If you fly and use an ereader, you will know that before take off and landing we are told to turn them off, as “they might interfere with the plane’s electronics”. I couldn’t understand how a device as passive as an ereader might pose any sort of a risk to the plane. I can imagine that mobile phones and anything that is connected to the internet and thus not only receives wireless signals, but also sends them out might be a problem, but ereaders?
However, I have come across a report in the British Paper The Guardian, which goes into this in a bit more detail, and there is an interesting quote from Dave Carson, an engineer with Boeing who worked on a committee set up to examine all of this who said the following:
“There are two ways in which devices could mess with your flight: “intentional emissions” and “non-intentional emissions”. Devices such as mobile phones or those with Wi-Fi are sources of the former, meaning they intentionally transmit radio frequency electromagnetic radiation.
Mobiles left switched on during flight may be a great distance from the nearest cell tower and consequently try to operate at higher power levels. Other devices such as CD players and e-ink readers pump out “non-intentional emissions”. Those emissions are caused by the switching circuitry in the electronics.
Emissions from devices leak out of the aircraft via windows, doors and hatches and could degrade the signals picked up by the antennas mounted on the aircraft’s fuselage. And although an aircraft’s internal systems are shielded, using your laptop right next to the wall of the plane could also interfere with sensitive circuits.
This makes sense to me.
Ereaders normally never get turned off.
Further, it has been pointed out that while you can switch off the 3G and WiFi function of an ereader, it is an impossible task for the cabin crew to check that you have actually done this, so taking the easy way out, they simply get us all to switch our devices off. Though as all ereader owners know, we never actually turn them off, we merely put them in standby mode, so in fact they are still quietly chugging along in our bags…. so not actually turned off.
Another reason given is that devices such as laptops, ereaders and DVD players could be a danger as they fly through the air if the landing or take off goes a bit pear-shaped…… OK, but an ereader is a damn sight smaller and lighter than most paper books… so that argument carries no weight with me at least.

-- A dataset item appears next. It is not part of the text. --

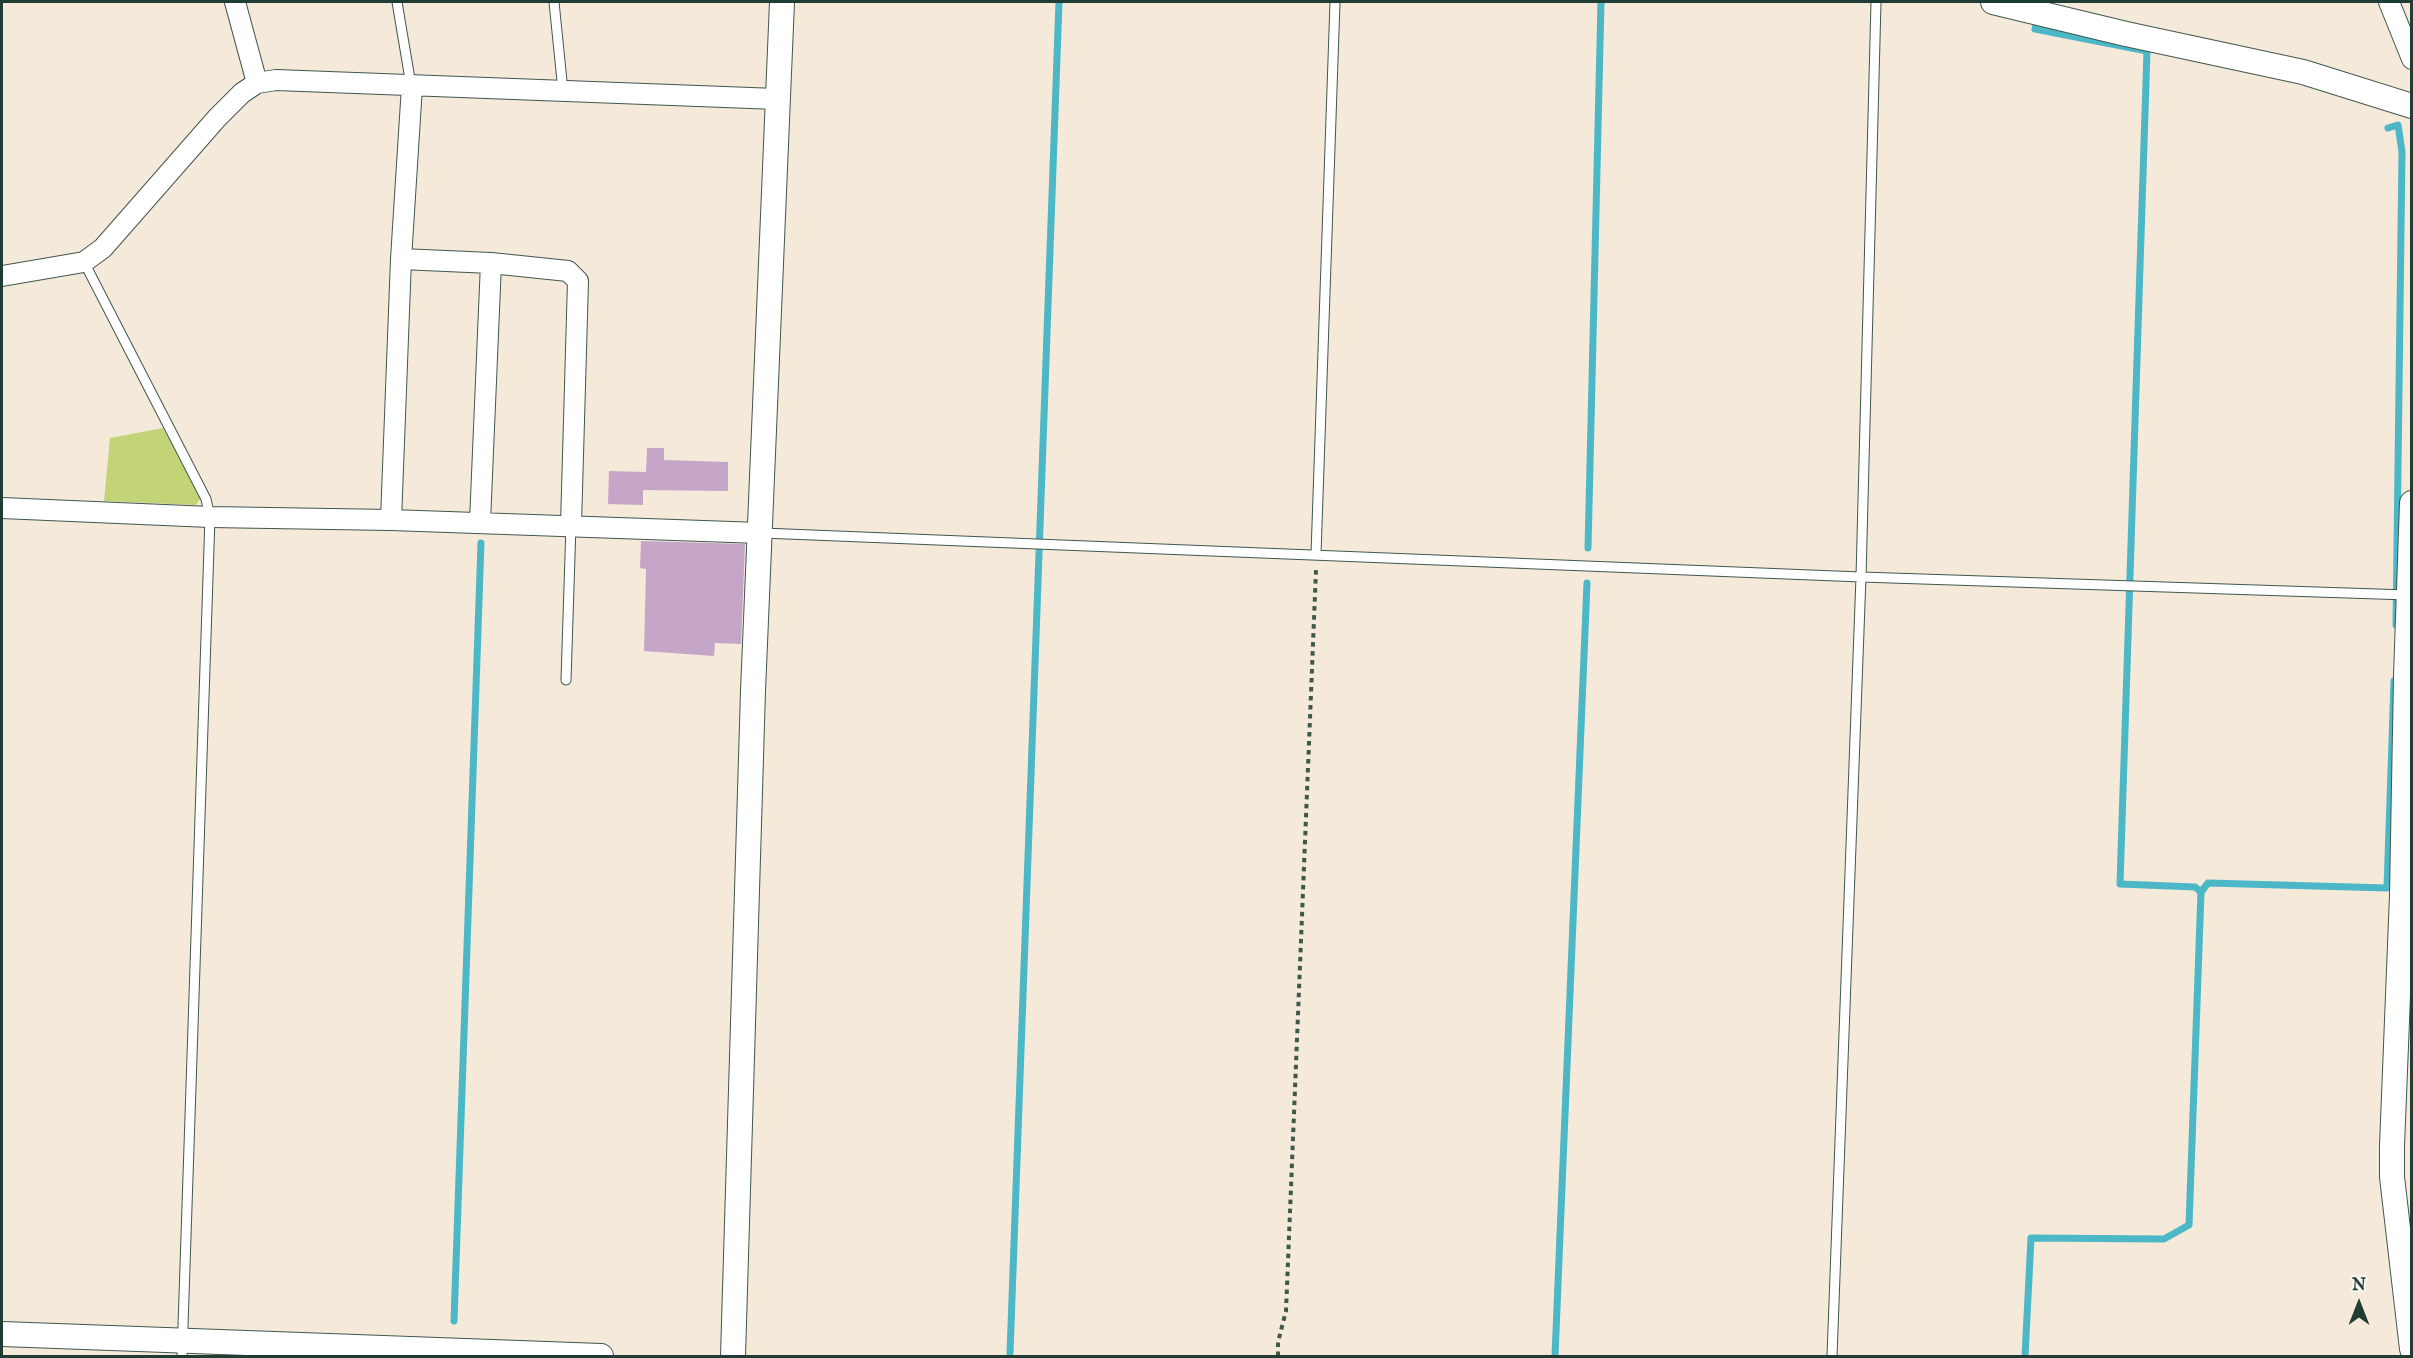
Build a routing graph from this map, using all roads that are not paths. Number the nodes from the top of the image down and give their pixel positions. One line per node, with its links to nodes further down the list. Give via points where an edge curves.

But as I said at the start of this post, the Americans at least are now looking into this seriously, and with any luck will abandon this irritating rule before to long. As ever, the British are loping along behind the Americans in this, saying only that they keep the situation under close observation, and have no plans currently to change anything….
Link to article in the Guardian: http://www.guardian.co.uk/technology/2012/aug/27/why-switch-off-kindle-takeoff-landing
Link to my earlier post on this topic: Ereaders dangerous for planes?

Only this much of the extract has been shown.